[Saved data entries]
————————
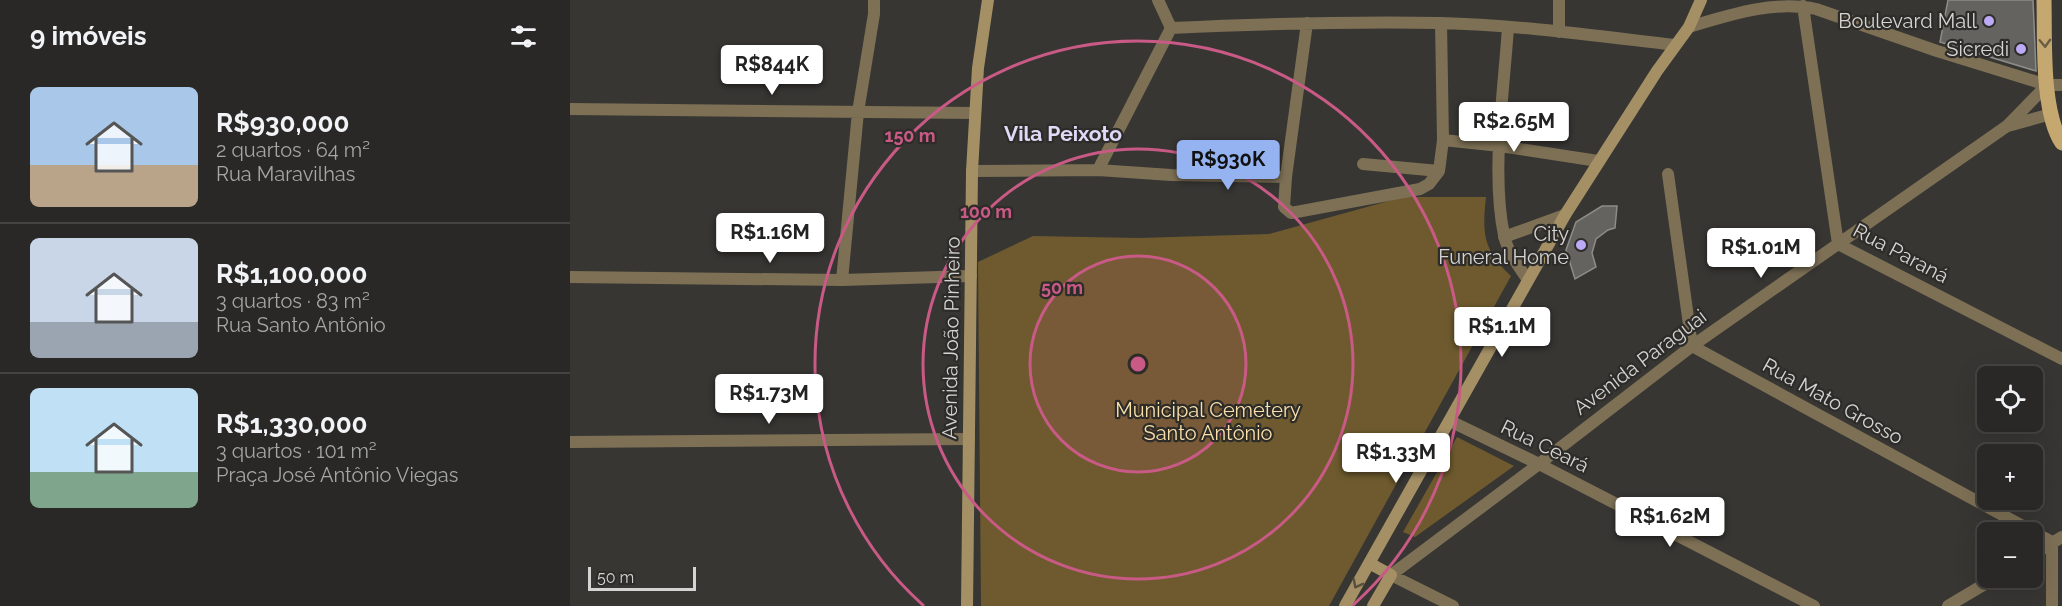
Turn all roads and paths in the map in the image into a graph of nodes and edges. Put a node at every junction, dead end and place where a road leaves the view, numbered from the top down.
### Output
1 (874, 0) edge
2 (988, 0) edge
3 (1158, 0) edge
4 (1559, 0) edge
5 (1701, 0) edge
6 (2044, 0) edge
7 (1803, 6) junction
8 (1307, 22) junction
9 (1441, 23) junction
10 (1508, 27) junction
11 (1689, 27) junction
12 (1171, 28) junction
13 (1559, 32) junction
14 (1675, 45) junction
15 (2055, 85) edge
16 (570, 109) edge
17 (858, 112) junction
18 (975, 113) junction
19 (2051, 114) junction
20 (2007, 126) junction
21 (1443, 140) junction
22 (2062, 143) edge
23 (1500, 146) junction
24 (1598, 161) junction
25 (1364, 164) dead end
26 (1098, 170) junction
27 (972, 171) junction
28 (1439, 171) junction
29 (1668, 174) dead end
30 (1286, 177) junction
31 (1565, 215) junction
32 (1504, 237) junction
33 (1838, 244) junction
34 (971, 276) junction
35 (570, 277) edge
36 (842, 280) junction
37 (1528, 280) junction
38 (1692, 346) junction
39 (2062, 359) edge
40 (1450, 421) junction
41 (969, 439) junction
42 (570, 442) edge
43 (1539, 464) junction
44 (2057, 539) edge
45 (2043, 548) edge
46 (1369, 562) junction
47 (1391, 575) junction
48 (1978, 588) edge
49 (968, 606) edge
50 (1346, 606) edge
51 (1373, 606) edge
52 (1453, 606) edge
53 (1814, 606) edge
54 (1948, 606) edge
55 (2052, 606) edge

1 - 17 street
2 - 18 street, Avenida João Pinheiro
3 - 12 street
4 - 13 street
5 - 11 street
6 -> 15 main road
7 - 11 street
7 - 15 street
7 - 33 street, Rua Paraná
8 - 9 street
8 - 12 street
8 - 30 street
9 - 10 street
9 - 21 street
10 - 13 street
10 - 23 street
11 - 14 street
12 - 26 street
13 - 14 street
14 - 24 street
15 - 19 main road
15 - 20 street, Avenida Paraguai
16 - 17 street
17 - 18 street
17 - 36 street
18 - 27 street, Avenida João Pinheiro
19 - 20 street, Avenida Paraguai
19 - 22 main road
20 - 33 street, Avenida Paraguai
21 - 23 street
21 - 28 street
23 - 24 street
23 - 32 street
24 - 31 street
25 - 28 street
26 - 27 street
26 - 30 street
27 - 34 street, Avenida João Pinheiro
28 - 30 street
29 - 38 street
31 - 32 street
31 - 37 street
32 - 37 street
33 - 38 street, Avenida Paraguai
33 - 39 street, Rua Paraná
34 - 36 street
34 - 41 street, Avenida João Pinheiro
35 - 36 street
37 - 40 street
38 - 43 street, Avenida Paraguai
38 - 44 street, Rua Mato Grosso
40 - 43 street, Rua Ceará
40 - 46 street
41 - 42 street
41 - 49 street, Avenida João Pinheiro
43 - 47 street, Avenida Paraguai
43 - 53 street, Rua Ceará
44 - 45 street
44 - 55 street
46 - 47 street
46 -> 50 street
47 - 51 street, Avenida Paraguai
47 - 52 street
48 - 54 street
————————
An exact copy of the entries above is needed, with the pictures removed.

EXERCISE RESULT:
Turn all roads and paths in the map in the image into a graph of nodes and edges. Put a node at every junction, dead end and place where a road leaves the view, numbered from the top down.
### Output
1 (874, 0) edge
2 (988, 0) edge
3 (1158, 0) edge
4 (1559, 0) edge
5 (1701, 0) edge
6 (2044, 0) edge
7 (1803, 6) junction
8 (1307, 22) junction
9 (1441, 23) junction
10 (1508, 27) junction
11 (1689, 27) junction
12 (1171, 28) junction
13 (1559, 32) junction
14 (1675, 45) junction
15 (2055, 85) edge
16 (570, 109) edge
17 (858, 112) junction
18 (975, 113) junction
19 (2051, 114) junction
20 (2007, 126) junction
21 (1443, 140) junction
22 (2062, 143) edge
23 (1500, 146) junction
24 (1598, 161) junction
25 (1364, 164) dead end
26 (1098, 170) junction
27 (972, 171) junction
28 (1439, 171) junction
29 (1668, 174) dead end
30 (1286, 177) junction
31 (1565, 215) junction
32 (1504, 237) junction
33 (1838, 244) junction
34 (971, 276) junction
35 (570, 277) edge
36 (842, 280) junction
37 (1528, 280) junction
38 (1692, 346) junction
39 (2062, 359) edge
40 (1450, 421) junction
41 (969, 439) junction
42 (570, 442) edge
43 (1539, 464) junction
44 (2057, 539) edge
45 (2043, 548) edge
46 (1369, 562) junction
47 (1391, 575) junction
48 (1978, 588) edge
49 (968, 606) edge
50 (1346, 606) edge
51 (1373, 606) edge
52 (1453, 606) edge
53 (1814, 606) edge
54 (1948, 606) edge
55 (2052, 606) edge

1 - 17 street
2 - 18 street, Avenida João Pinheiro
3 - 12 street
4 - 13 street
5 - 11 street
6 -> 15 main road
7 - 11 street
7 - 15 street
7 - 33 street, Rua Paraná
8 - 9 street
8 - 12 street
8 - 30 street
9 - 10 street
9 - 21 street
10 - 13 street
10 - 23 street
11 - 14 street
12 - 26 street
13 - 14 street
14 - 24 street
15 - 19 main road
15 - 20 street, Avenida Paraguai
16 - 17 street
17 - 18 street
17 - 36 street
18 - 27 street, Avenida João Pinheiro
19 - 20 street, Avenida Paraguai
19 - 22 main road
20 - 33 street, Avenida Paraguai
21 - 23 street
21 - 28 street
23 - 24 street
23 - 32 street
24 - 31 street
25 - 28 street
26 - 27 street
26 - 30 street
27 - 34 street, Avenida João Pinheiro
28 - 30 street
29 - 38 street
31 - 32 street
31 - 37 street
32 - 37 street
33 - 38 street, Avenida Paraguai
33 - 39 street, Rua Paraná
34 - 36 street
34 - 41 street, Avenida João Pinheiro
35 - 36 street
37 - 40 street
38 - 43 street, Avenida Paraguai
38 - 44 street, Rua Mato Grosso
40 - 43 street, Rua Ceará
40 - 46 street
41 - 42 street
41 - 49 street, Avenida João Pinheiro
43 - 47 street, Avenida Paraguai
43 - 53 street, Rua Ceará
44 - 45 street
44 - 55 street
46 - 47 street
46 -> 50 street
47 - 51 street, Avenida Paraguai
47 - 52 street
48 - 54 street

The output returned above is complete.